The Magic system in the game feels more like an obligation for a fantasy game than something that actually fits into the game. For one, the cost of having some magic ability and knowing a spell or two is so prohibitive that it severely limits a characters ability to really do much else. (In the game that I just ran I did make a sorcerer style character but I tweaked the rules a bit so that they would be able to do something other than just cast two spells.) And two, casting spells costs Vitality which makes them sometimes as lethal to the caster as they are to the victim! And none of them are really all that good. I understand that magic is not a big part of the Pulp world (and is actually one of the reasons why I like Pulp so much) and I wish that the game just didn’t include it, or at least limited it to demons and other weird shit like that. But can a fantasy RPG not have magic? I suppose it could, especially for the audience that wants this type of game. And if it wasn’t available to PC’s it would be so much scarier and more menacing when it was encountered since it would be so foreign to the party. And the game would have to change it's name to just Shadow and Sword. Which isn't all that bad.
I would feel weird if I didn’t mention the premade adventure that comes with the basic guidebook. It’s fine, if a bit complex for a starter adventure. In a nutshell people are being poisoned and the party has to figure out why. Turns out it is in the wine that everyone is drinking, The name of the adventure? It’s In the Wine. That’s weak. Make sure the players don’t even know the name of the adventure you are playing. And strangely, there is also an adventure for the system about poisoned stew. The name of that adventure? The Stew. Apparently the world of Shadow, Sword and Spell is lacking a competent Food and Drug Administration.
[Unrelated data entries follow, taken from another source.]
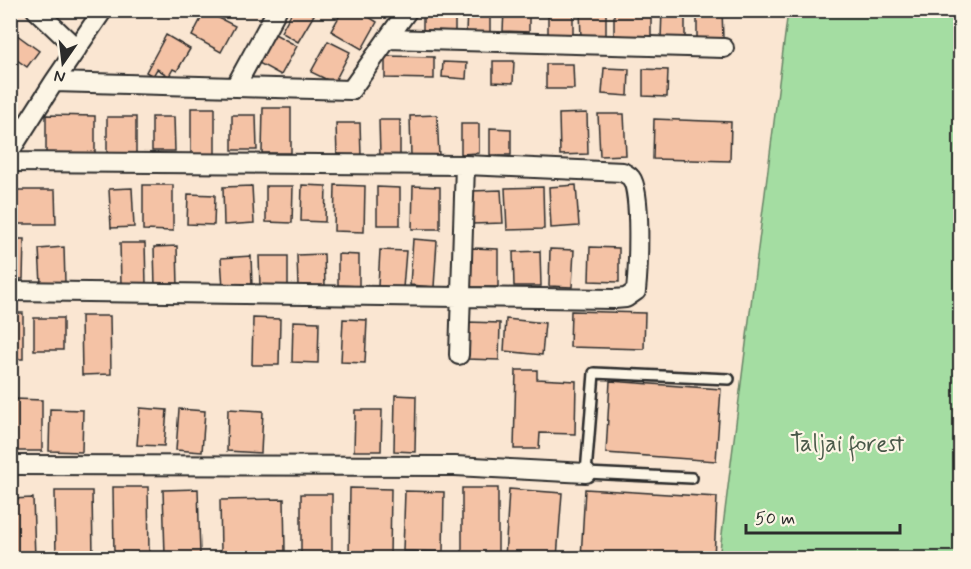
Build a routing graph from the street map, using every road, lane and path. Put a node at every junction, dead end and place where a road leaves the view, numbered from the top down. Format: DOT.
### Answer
graph roads {
  1 [pos="36,10"];
  2 [pos="103,10"];
  3 [pos="277,10"];
  4 [pos="408,10"];
  5 [pos="387,39"];
  6 [pos="724,48"];
  7 [pos="77,49"];
  8 [pos="54,82"];
  9 [pos="235,87"];
  10 [pos="10,152"];
  11 [pos="10,162"];
  12 [pos="465,165"];
  13 [pos="10,291"];
  14 [pos="460,297"];
  15 [pos="459,355"];
  16 [pos="729,380"];
  17 [pos="10,465"];
  18 [pos="586,473"];
  19 [pos="692,477"];
  1 -- 7 [label="street"];
  2 -- 7 [label="street"];
  3 -- 9 [label="street"];
  4 -- 5 [label="street"];
  5 -- 6 [label="street"];
  5 -- 9 [label="street"];
  7 -- 8 [label="street"];
  8 -- 9 [label="street"];
  8 -- 10 [label="street"];
  11 -- 12 [label="street"];
  12 -- 14 [label="street"];
  12 -- 14 [label="street"];
  13 -- 14 [label="street"];
  14 -- 15 [label="street"];
  16 -- 18 [label="lane"];
  17 -- 18 [label="street"];
  18 -- 19 [label="lane"];
}
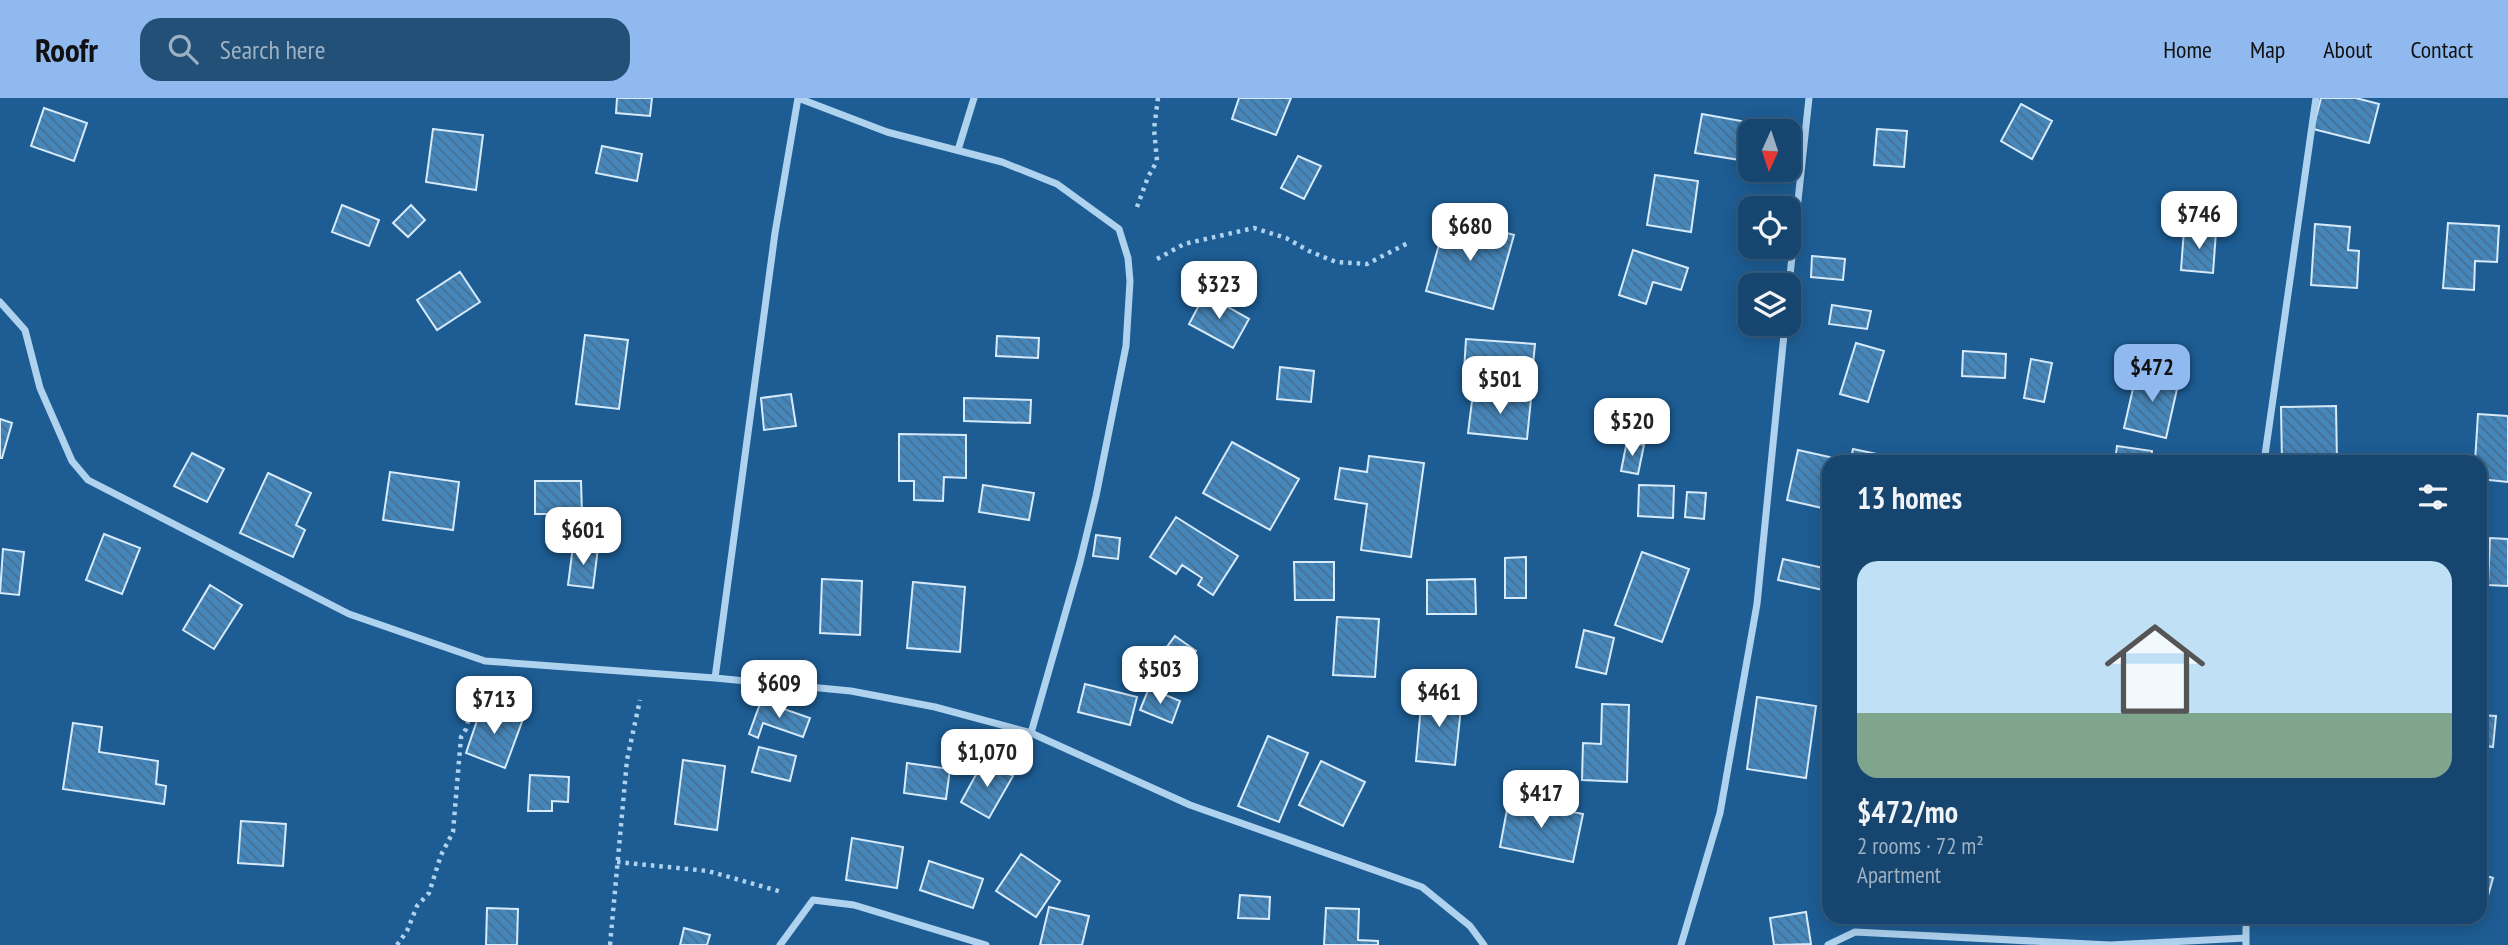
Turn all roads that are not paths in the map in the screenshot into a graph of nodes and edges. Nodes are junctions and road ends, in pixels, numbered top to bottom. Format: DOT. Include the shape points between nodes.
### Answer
graph roads {
  1 [pos="798,98"];
  2 [pos="974,98"];
  3 [pos="1809,98"];
  4 [pos="2316,98"];
  5 [pos="958,150"];
  6 [pos="1790,273"];
  7 [pos="0,302"];
  8 [pos="1784,336"];
  9 [pos="2265,455"];
  10 [pos="715,678"];
  11 [pos="1031,733"];
  12 [pos="2246,924"];
  13 [pos="2246,942"];
  14 [pos="780,945"];
  15 [pos="986,945"];
  16 [pos="1484,945"];
  17 [pos="1682,945"];
  18 [pos="1828,945"];
  1 -- 5 [label="street" via="887,132"];
  1 -- 10 [label="street" via="775,233"];
  2 -- 5 [label="street"];
  3 -- 6 [label="street"];
  4 -- 9 [label="street"];
  5 -- 11 [label="street" via="1057,184 1119,229 1128,258 1126,346 1087,535"];
  7 -- 10 [label="street" via="25,330 40,388 72,461 89,480 349,614 485,661"];
  8 -- 17 [label="street" via="1758,604 1720,813"];
  10 -- 11 [label="street" via="851,691 936,707"];
  11 -- 16 [label="street" via="1189,805 1422,887 1470,926"];
  12 -- 13 [label="street"];
  13 -- 18 [label="street" via="2110,945 1855,932"];
  14 -- 15 [label="street" via="813,900 854,905"];
}
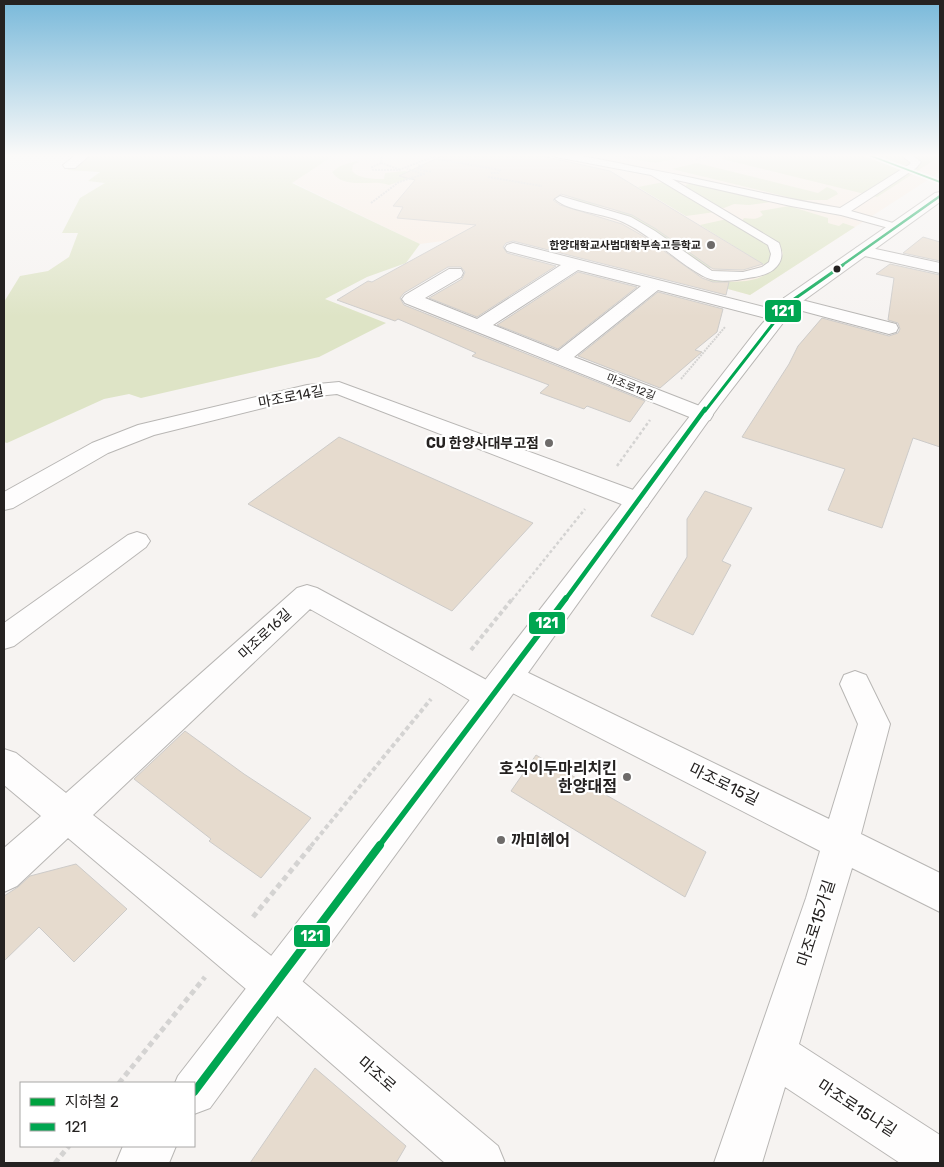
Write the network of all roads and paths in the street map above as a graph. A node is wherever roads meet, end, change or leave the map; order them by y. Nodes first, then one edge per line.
1 (586, 208) edge
2 (714, 208) edge
3 (822, 208) edge
4 (847, 208) edge
5 (922, 208) edge
6 (842, 212) junction
7 (896, 227) junction
8 (513, 248) dead end
9 (862, 251) junction
10 (575, 264) junction
11 (940, 268) edge
12 (455, 273) dead end
13 (655, 284) junction
14 (742, 307) junction
15 (784, 309) junction
16 (479, 326) junction
17 (889, 328) dead end
18 (560, 359) junction
19 (664, 400) junction
20 (702, 415) junction
21 (602, 488) junction
22 (638, 501) junction
23 (4, 502) edge
24 (137, 541) dead end
25 (4, 638) edge
26 (452, 674) junction
27 (854, 684) dead end
28 (500, 687) junction
29 (4, 764) edge
30 (67, 816) junction
31 (841, 842) junction
32 (4, 873) edge
33 (940, 893) edge
34 (228, 948) junction
35 (274, 985) junction
36 (774, 1054) junction
37 (120, 1082) edge
38 (195, 1091) edge
39 (68, 1147) edge
40 (152, 1147) edge
41 (940, 1162) edge
42 (55, 1163) edge
43 (140, 1163) edge
44 (481, 1163) edge
45 (738, 1163) edge

1 - 2 lane
3 - 6 lane
4 - 6 lane
5 - 7 street
6 - 7 lane
7 - 9 street
8 - 10 street
9 - 11 street
9 - 15 street
10 - 13 street
10 - 16 street
12 - 16 street, 마조로12길
13 - 14 street
13 - 18 street
14 - 15 street
14 - 19 path
15 - 17 street
15 - 20 street
16 - 18 street, 마조로12길
18 - 19 street, 마조로12길
19 - 20 street, 마조로12길
19 - 21 path
20 - 22 street
21 - 22 street, 마조로14길
21 - 23 street, 마조로14길
21 - 26 path
22 - 28 street
24 - 25 street
26 - 28 street, 마조로16길
26 - 30 street, 마조로16길
26 - 34 path
27 - 31 street, 마조로15가길
28 - 31 street, 마조로15길
28 - 35 street
29 - 30 street
30 - 32 street, 마조로16길
30 - 34 street
31 - 33 street, 마조로15길
31 - 36 street, 마조로15가길
34 - 35 street
34 - 37 path
35 - 38 street
35 - 44 street, 마조로
36 - 41 street, 마조로15나길
36 - 45 street, 마조로15가길
39 - 42 path
40 - 43 street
This doesn’t sound like a glowing review of Shadow, Sword and Spell but I do think that the game is a lot of fun, mainly due to the hooks, actions points and the theme of the world. Rules are very fungible as far as I am concerned. I frequently add and drop things from games all the time so it’s easy for me to look past the clunkiness of the 12 degree system. If you, or the people you play with, are rules lawyers then I suspect that you will either become frustrated with SS&S or break the rules and find all sorts of loopholes in creating powerhouses. But if you just want to have a fun gaming experience you could do way worse than this game. Have fun!